# TV guide for HDTV



## TonyB (Jul 5, 2004)

I bought a 921 receiver a few weeks ago and am enjoying the HD programs. Last year I found a web site that listed (based on ZIP code input) all the TV programs that I could get (off air) and whether or not it was broadcast in HD. I can no longer find such a site. 

What I specifically want, is to see what football games will be broadcast in HD, not just whether it would be broadcast on an HD channel - I noticed this weekend that just because it was on CBSHD it dit not follow that it was in HD. Some games were SD.

Thanks,


----------



## BFG (Jan 23, 2004)

well I think the website you're talking about is http://titantv.com

But they are often wrong on what they label as HDTV.

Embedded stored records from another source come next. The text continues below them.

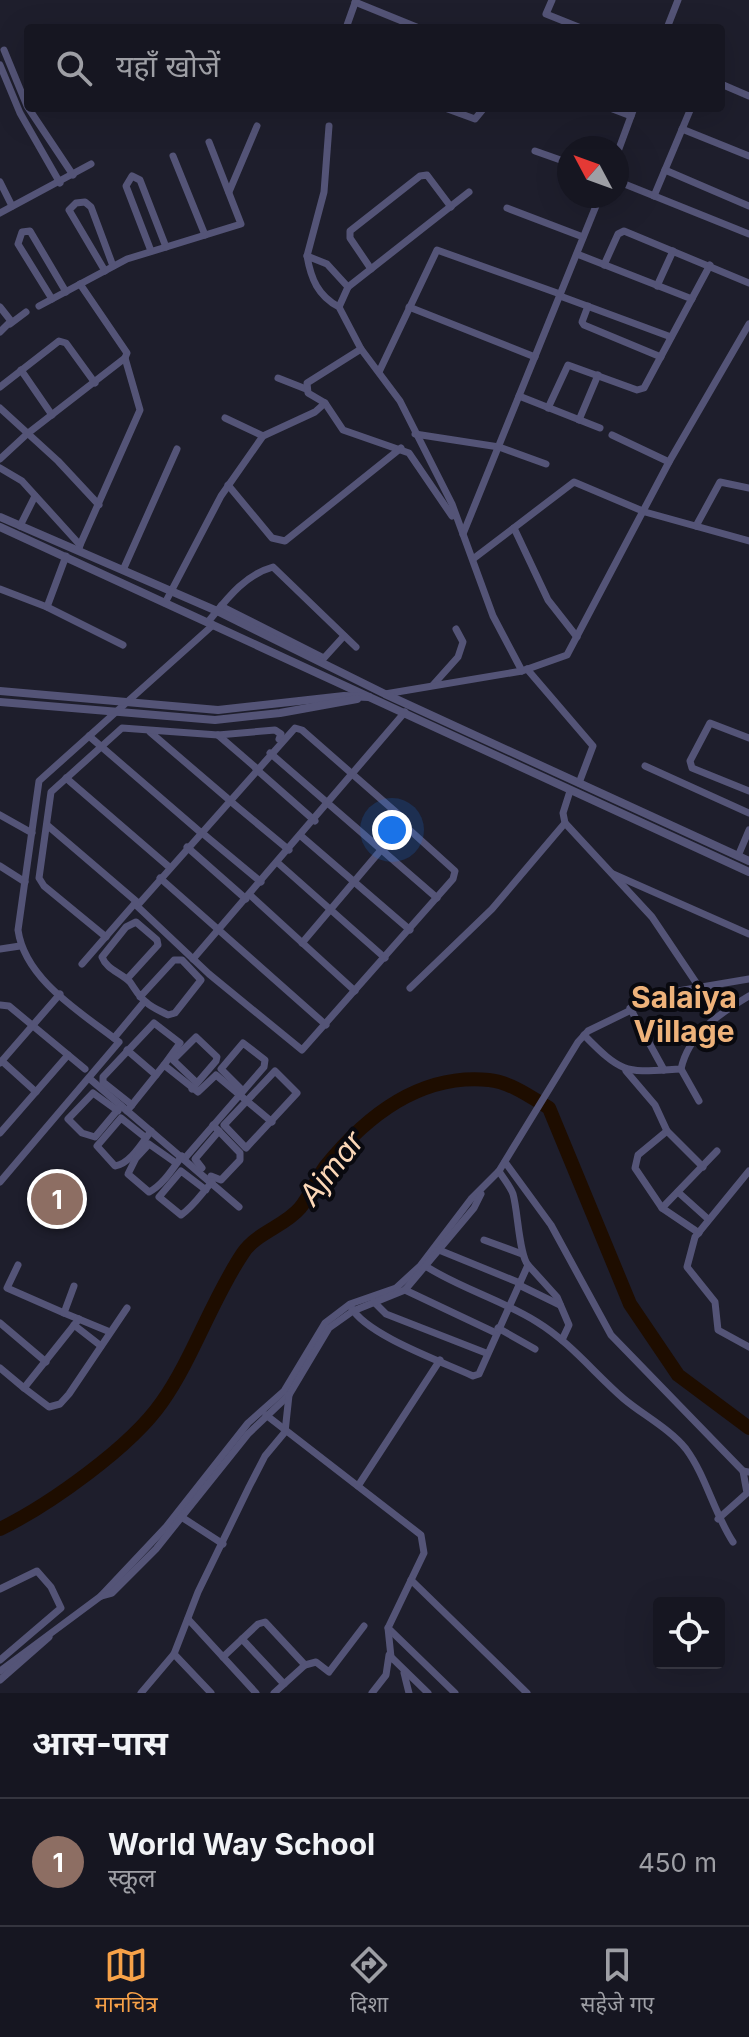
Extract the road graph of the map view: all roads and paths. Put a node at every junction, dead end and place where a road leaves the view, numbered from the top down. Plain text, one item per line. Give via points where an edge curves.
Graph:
1 (552, 0) edge
2 (678, 0) edge
3 (356, 1) edge
4 (347, 24) edge
5 (410, 24) edge
6 (571, 24) edge
7 (669, 24) edge
8 (1, 49) edge
9 (0, 65) edge
10 (725, 86) edge
11 (749, 96) edge
12 (24, 99) edge
13 (31, 112) edge
14 (456, 112) edge
15 (481, 112) edge
16 (632, 112) edge
17 (689, 112) edge
18 (257, 126) dead end
19 (329, 126) dead end
20 (682, 129) junction
21 (623, 136) edge
22 (209, 142) dead end
23 (535, 151) dead end
24 (173, 156) dead end
25 (749, 156) edge
26 (557, 159) edge
27 (91, 164) dead end
28 (665, 170) junction
29 (73, 175) junction
30 (0, 182) edge
31 (60, 183) junction
32 (629, 186) edge
33 (229, 192) junction
34 (469, 192) dead end
35 (654, 196) junction
36 (12, 206) junction
37 (749, 206) edge
38 (451, 207) junction
39 (507, 208) dead end
40 (595, 208) edge
41 (0, 213) edge
42 (749, 234) edge
43 (205, 235) junction
44 (583, 237) junction
45 (166, 247) junction
46 (151, 251) junction
47 (673, 251) junction
48 (577, 254) junction
49 (307, 256) junction
50 (604, 265) junction
51 (710, 265) junction
52 (109, 268) junction
53 (371, 269) junction
54 (749, 283) edge
55 (80, 284) junction
56 (657, 286) junction
57 (348, 287) junction
58 (66, 292) junction
59 (560, 295) junction
60 (52, 299) junction
61 (692, 299) junction
62 (39, 306) dead end
63 (588, 306) junction
64 (0, 307) edge
65 (339, 307) junction
66 (409, 307) junction
67 (26, 312) dead end
68 (10, 324) junction
69 (749, 324) edge
70 (0, 332) edge
71 (671, 337) junction
72 (361, 349) junction
73 (535, 357) junction
74 (661, 357) junction
75 (125, 358) junction
76 (21, 370) junction
77 (379, 372) junction
78 (598, 375) junction
79 (278, 378) dead end
80 (95, 383) junction
81 (0, 387) edge
82 (306, 389) junction
83 (519, 396) junction
84 (325, 403) junction
85 (0, 408) edge
86 (548, 408) junction
87 (52, 415) junction
88 (225, 418) dead end
89 (579, 420) junction
90 (600, 428) dead end
91 (27, 434) junction
92 (415, 434) junction
93 (612, 435) dead end
94 (263, 436) junction
95 (499, 447) junction
96 (401, 448) junction
97 (177, 449) dead end
98 (0, 459) edge
99 (669, 462) junction
100 (546, 464) dead end
101 (0, 468) edge
102 (228, 485) junction
103 (749, 488) edge
104 (35, 496) junction
105 (99, 505) junction
106 (645, 512) junction
107 (452, 516) dead end
108 (0, 517) edge
109 (20, 526) junction
110 (696, 526) junction
111 (0, 527) edge
112 (514, 528) junction
113 (463, 534) junction
114 (749, 541) edge
115 (79, 548) junction
116 (66, 556) junction
117 (473, 559) junction
118 (123, 570) junction
119 (0, 589) edge
120 (171, 592) junction
121 (165, 603) junction
122 (47, 607) junction
123 (219, 609) junction
124 (210, 624) junction
125 (456, 629) dead end
126 (344, 636) junction
127 (577, 637) junction
128 (123, 645) dead end
129 (356, 647) dead end
130 (524, 670) junction
131 (433, 685) junction
132 (0, 691) edge
133 (385, 694) junction
134 (370, 697) junction
135 (358, 698) junction
136 (0, 702) edge
137 (125, 703) junction
138 (405, 712) junction
139 (114, 713) junction
140 (148, 731) junction
141 (218, 735) junction
142 (89, 736) junction
143 (749, 738) edge
144 (100, 746) junction
145 (270, 753) junction
146 (645, 766) dead end
147 (255, 768) junction
148 (353, 774) junction
149 (66, 778) junction
150 (579, 783) junction
151 (590, 788) junction
152 (570, 791) junction
153 (749, 791) edge
154 (585, 797) junction
155 (228, 799) junction
156 (329, 804) junction
157 (749, 813) edge
158 (0, 815) edge
159 (315, 821) junction
160 (565, 823) junction
161 (403, 824) junction
162 (47, 825) junction
163 (749, 830) edge
164 (200, 831) junction
165 (32, 833) junction
166 (301, 836) junction
167 (187, 847) junction
168 (289, 850) junction
169 (380, 851) junction
170 (738, 856) junction
171 (749, 861) edge
172 (278, 863) junction
173 (0, 866) edge
174 (168, 866) junction
175 (749, 872) edge
176 (611, 873) junction
177 (160, 878) junction
178 (25, 882) junction
179 (261, 882) junction
180 (354, 883) junction
181 (248, 897) junction
182 (437, 898) junction
183 (137, 902) junction
184 (332, 909) junction
185 (221, 928) junction
186 (410, 930) junction
187 (749, 934) edge
188 (106, 937) junction
189 (302, 943) junction
190 (20, 946) junction
191 (0, 949) edge
192 (385, 958) junction
193 (193, 959) junction
194 (82, 964) dead end
195 (127, 979) junction
196 (749, 979) edge
197 (699, 987) junction
198 (410, 988) dead end
199 (355, 991) junction
200 (60, 994) junction
201 (749, 996) edge
202 (142, 999) junction
203 (0, 1005) edge
204 (630, 1008) junction
205 (33, 1025) junction
206 (326, 1025) junction
207 (114, 1038) junction
208 (581, 1038) junction
209 (127, 1050) junction
210 (68, 1055) junction
211 (1, 1062) edge
212 (164, 1065) junction
213 (85, 1069) dead end
214 (681, 1069) junction
215 (664, 1070) junction
216 (626, 1071) junction
217 (156, 1075) junction
218 (90, 1079) junction
219 (194, 1086) junction
220 (36, 1092) junction
221 (242, 1094) junction
222 (699, 1101) dead end
223 (124, 1108) junction
224 (272, 1122) junction
225 (216, 1128) junction
226 (667, 1131) junction
227 (0, 1133) edge
228 (149, 1134) junction
229 (717, 1151) dead end
230 (181, 1159) junction
231 (505, 1162) junction
232 (703, 1167) junction
233 (499, 1171) junction
234 (749, 1171) edge
235 (0, 1182) edge
236 (212, 1182) junction
237 (484, 1189) junction
238 (206, 1190) junction
239 (678, 1192) junction
240 (239, 1207) dead end
241 (662, 1208) junction
242 (708, 1219) junction
243 (699, 1233) junction
244 (484, 1240) dead end
245 (439, 1250) junction
246 (522, 1254) junction
247 (18, 1265) dead end
248 (528, 1265) junction
249 (427, 1267) junction
250 (519, 1284) junction
251 (4, 1286) edge
252 (74, 1286) dead end
253 (405, 1290) junction
254 (374, 1302) junction
255 (560, 1306) junction
256 (351, 1307) junction
257 (508, 1307) junction
258 (127, 1308) dead end
259 (64, 1313) junction
260 (76, 1322) junction
261 (0, 1323) edge
262 (497, 1330) junction
263 (110, 1332) junction
264 (562, 1340) junction
265 (101, 1346) junction
266 (749, 1347) edge
267 (535, 1349) dead end
268 (486, 1353) junction
269 (440, 1360) junction
270 (46, 1362) junction
271 (0, 1368) edge
272 (24, 1388) junction
273 (286, 1393) junction
274 (266, 1415) junction
275 (285, 1432) junction
276 (746, 1471) edge
277 (358, 1486) junction
278 (183, 1518) junction
279 (718, 1519) junction
280 (168, 1529) junction
281 (733, 1542) dead end
282 (223, 1544) junction
283 (411, 1580) junction
284 (0, 1589) edge
285 (188, 1619) junction
286 (364, 1626) dead end
287 (388, 1628) junction
288 (50, 1635) junction
289 (242, 1639) junction
290 (174, 1654) junction
291 (389, 1655) junction
292 (223, 1657) junction
293 (0, 1660) edge
294 (305, 1665) junction
295 (0, 1671) edge
296 (0, 1680) edge
297 (284, 1684) junction
298 (141, 1693) edge
299 (211, 1693) edge
300 (256, 1693) edge
301 (274, 1693) edge
302 (372, 1693) edge
303 (409, 1693) edge
304 (428, 1693) edge
305 (455, 1693) edge
306 (527, 1693) edge

1 - 6 street via 546,14
2 - 7 street
3 - 4 street
3 - 5 street
8 - 12 street
9 - 31 street
10 - 11 street
13 - 29 street
14 - 15 street via 475,119
16 - 21 street
17 - 20 street
18 - 33 street
19 - 49 street via 324,192
20 - 25 street
20 - 28 street
22 - 33 street
23 - 26 street
24 - 43 street
27 - 29 street
28 - 35 street
28 - 37 street
29 - 31 street
30 - 36 street
31 - 36 street
32 - 35 street
33 - 43 street via 241,224
34 - 38 street
35 - 42 street
36 - 41 street
38 - 53 street
38 - 53 street via 425,174 408,185 350,231
39 - 44 street
40 - 44 street
43 - 45 street
44 - 48 street
45 - 46 street
45 - 46 street via 140,180 132,176 126,186
46 - 52 street
47 - 50 street via 620,232
47 - 51 street
47 - 56 street
48 - 50 street
48 - 59 street
49 - 57 street via 327,264
49 - 65 street via 317,288
50 - 56 street
51 - 54 street
51 - 61 street
52 - 52 street via 69,210 76,203 91,207
52 - 55 street
53 - 57 street
55 - 58 street
55 - 75 street via 123,346
56 - 61 street
57 - 65 street
58 - 60 street
58 - 60 street via 30,231 22,232 16,240
59 - 63 street
59 - 66 street via 440,249
59 - 73 street
60 - 62 street
61 - 71 street
63 - 71 street
63 - 74 street via 584,325
64 - 68 street
65 - 72 street
66 - 73 street
66 - 77 street
67 - 68 street
68 - 70 street
69 - 99 street
71 - 74 street
72 - 77 street
72 - 82 street via 307,383
73 - 83 street
74 - 78 street via 641,390
75 - 80 street
75 - 105 street via 140,410
76 - 80 street via 59,341 66,343
76 - 81 street
76 - 87 street
77 - 92 street
78 - 86 street via 568,365
78 - 89 street
79 - 82 street
80 - 87 street
82 - 84 street
83 - 86 street
83 - 95 street
84 - 94 street
84 - 96 street via 343,430
85 - 91 street
86 - 89 street
87 - 91 street
88 - 94 street
89 - 90 street
91 - 98 street
91 - 105 street
92 - 95 street
92 - 113 street
93 - 99 street
94 - 102 street
95 - 100 street
95 - 113 street
96 - 102 street via 285,541 272,538
96 - 107 street via 414,458
97 - 118 street
99 - 106 street
101 - 104 street
102 - 120 street
103 - 110 street via 720,482
104 - 109 street
104 - 115 street
105 - 115 street
106 - 110 street
106 - 112 street via 574,482
106 - 127 street
108 - 109 street
109 - 115 street
110 - 114 street
111 - 116 street
112 - 117 street
112 - 127 street via 548,600
113 - 117 street
115 - 118 street
116 - 121 street
116 - 122 street
117 - 130 street via 493,616
118 - 120 street
119 - 122 street
120 - 121 street
120 - 123 street
121 - 124 street
122 - 128 street
123 - 124 street
123 - 126 street via 324,658
123 - 126 street via 258,571 273,567
123 - 133 street
124 - 134 street
124 - 137 street
125 - 131 street via 463,642 458,657
126 - 129 street
127 - 130 street via 567,655
130 - 131 street
130 - 150 street via 593,746
131 - 133 street
132 - 137 street
133 - 134 street
133 - 150 street
134 - 135 street
134 - 138 street
135 - 137 street via 220,710
135 - 139 street via 215,720
136 - 139 street
137 - 139 street
138 - 148 street
138 - 152 street
139 - 142 street
140 - 141 street
140 - 144 street via 122,728
140 - 155 street
141 - 147 street
141 - 147 street via 278,731 280,738
142 - 144 street
142 - 165 street via 39,781
143 - 153 street via 710,723 690,761 692,768
144 - 149 street
144 - 164 street
145 - 147 street
145 - 148 street via 295,728
145 - 156 street
146 - 157 street
147 - 155 street
147 - 159 street
148 - 156 street
148 - 161 street via 406,821
149 - 162 street via 51,792
149 - 174 street
150 - 151 street
151 - 154 street
151 - 170 street
152 - 154 street
152 - 160 street
154 - 175 street
155 - 164 street
155 - 168 street
156 - 159 street
156 - 169 street
158 - 165 street
159 - 166 street
160 - 176 street
160 - 198 street via 492,909
161 - 169 street
161 - 182 street via 455,871
162 - 183 street
162 - 188 street via 39,878
163 - 170 street
164 - 167 street
164 - 174 street
164 - 179 street
165 - 178 street
166 - 168 street
166 - 180 street
167 - 177 street
167 - 181 street
168 - 172 street
169 - 180 street
169 - 182 street
170 - 171 street
172 - 179 street
172 - 184 street
173 - 178 street
174 - 183 street
176 - 187 street
176 - 197 street via 652,917
177 - 185 street
177 - 193 street via 137,906
178 - 190 street
179 - 181 street
180 - 184 street
180 - 186 street
181 - 185 street
181 - 189 street
182 - 186 street
183 - 188 street
184 - 189 street
184 - 192 street
185 - 193 street
185 - 206 street
186 - 192 street
188 - 194 street
189 - 199 street
190 - 191 street
190 - 200 street via 26,960
192 - 199 street
193 - 206 street via 298,1049
195 - 195 street via 102,957 136,922 158,945
195 - 202 street
196 - 197 street
197 - 204 street
199 - 206 street
200 - 205 street
200 - 207 street
201 - 214 street via 715,1016 688,1047
202 - 202 street via 168,1015 175,1013 201,980 182,960 174,960
202 - 207 street
203 - 205 street
204 - 208 street
204 - 215 street
205 - 210 street
205 - 211 street
207 - 218 street via 119,1042
208 - 216 street
208 - 231 street
209 - 212 street via 148,1025 159,1024 180,1043
209 - 217 street
209 - 223 street via 103,1077
210 - 213 street
210 - 220 street
211 - 220 street
212 - 217 street
212 - 219 street
214 - 215 street
214 - 222 street
215 - 216 street
216 - 226 street via 655,1105
217 - 223 street
218 - 223 street
218 - 235 street
219 - 219 street via 217,1057 196,1037 173,1060
219 - 221 street via 198,1092 216,1075
220 - 227 street
221 - 221 street via 221,1069 243,1043 265,1064
221 - 224 street
221 - 224 street via 224,1125 243,1147 250,1148
221 - 224 street via 271,1073 280,1074 297,1093
221 - 225 street
223 - 223 street via 93,1093 68,1119 91,1137
223 - 228 street
225 - 225 street via 240,1153 240,1160 221,1180 195,1159
225 - 230 street
226 - 232 street
226 - 241 street via 634,1162
228 - 228 street via 121,1118 97,1146 121,1166
228 - 230 street
229 - 232 street
230 - 230 street via 149,1144 128,1174 149,1192
230 - 236 street
231 - 233 street
231 - 276 street via 551,1225 611,1335
232 - 239 street
233 - 237 street
233 - 246 street via 512,1192
234 - 242 street
236 - 238 street
236 - 240 street
237 - 245 street
237 - 256 street via 410,1278
238 - 238 street via 181,1215 159,1197 181,1171
239 - 241 street
239 - 242 street
241 - 243 street
242 - 243 street
243 - 266 street via 687,1267 715,1302 718,1330
244 - 246 street
245 - 249 street
245 - 250 street
246 - 248 street
247 - 251 street
248 - 250 street
248 - 255 street
249 - 253 street
249 - 257 street
250 - 255 street
250 - 257 street
251 - 259 street
252 - 259 street
253 - 254 street
253 - 262 street
254 - 256 street
254 - 268 street via 386,1314
255 - 264 street via 569,1325
256 - 269 street via 366,1323
256 - 273 street via 320,1339
257 - 262 street
257 - 264 street
258 - 263 street
259 - 260 street
260 - 263 street
260 - 265 street
260 - 270 street
261 - 270 street
262 - 267 street
262 - 268 street
263 - 265 street
264 - 279 street via 685,1449
265 - 272 street via 55,1407
268 - 269 street via 476,1376
269 - 277 street
270 - 272 street
271 - 272 street
273 - 274 street
273 - 275 street
273 - 280 street via 248,1423
274 - 275 street
274 - 278 street
275 - 277 street
275 - 282 street via 265,1456
276 - 279 street via 747,1493
277 - 283 street via 421,1535 424,1553
278 - 280 street
278 - 282 street
279 - 281 street
280 - 288 street via 101,1596
282 - 285 street
283 - 287 street
283 - 306 street
284 - 293 street via 37,1571 61,1608
285 - 290 street
285 - 292 street
286 - 294 street via 329,1672 312,1662
287 - 291 street
287 - 305 street
288 - 295 street
288 - 296 street
289 - 292 street
289 - 294 street via 265,1622
289 - 297 street
290 - 298 street
290 - 299 street
291 - 302 street via 386,1675
291 - 303 street via 405,1675
291 - 304 street
292 - 300 street
294 - 297 street
297 - 301 street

Best bet for what HD games CBS would be doing is to go to the source: http://www.cbssports.com/cbssports/schedules/page/nfl


----------



## lapplegate (Jan 17, 2003)

I seem to remember a site like that. I think it is www.titantv.com


----------



## Mark Lamutt (Mar 24, 2002)

CBS' website will be your best bet for finding which games each week will be in HD. 

Moving to Broadcast forum.


----------



## Charles Oliva (Apr 22, 2002)

Or use the NFL ST page from Directv, gives the listing for both CBS and FOX:

http://www.directvsports.com/Subscriptions/NFLSundayTicket/Schedule/


----------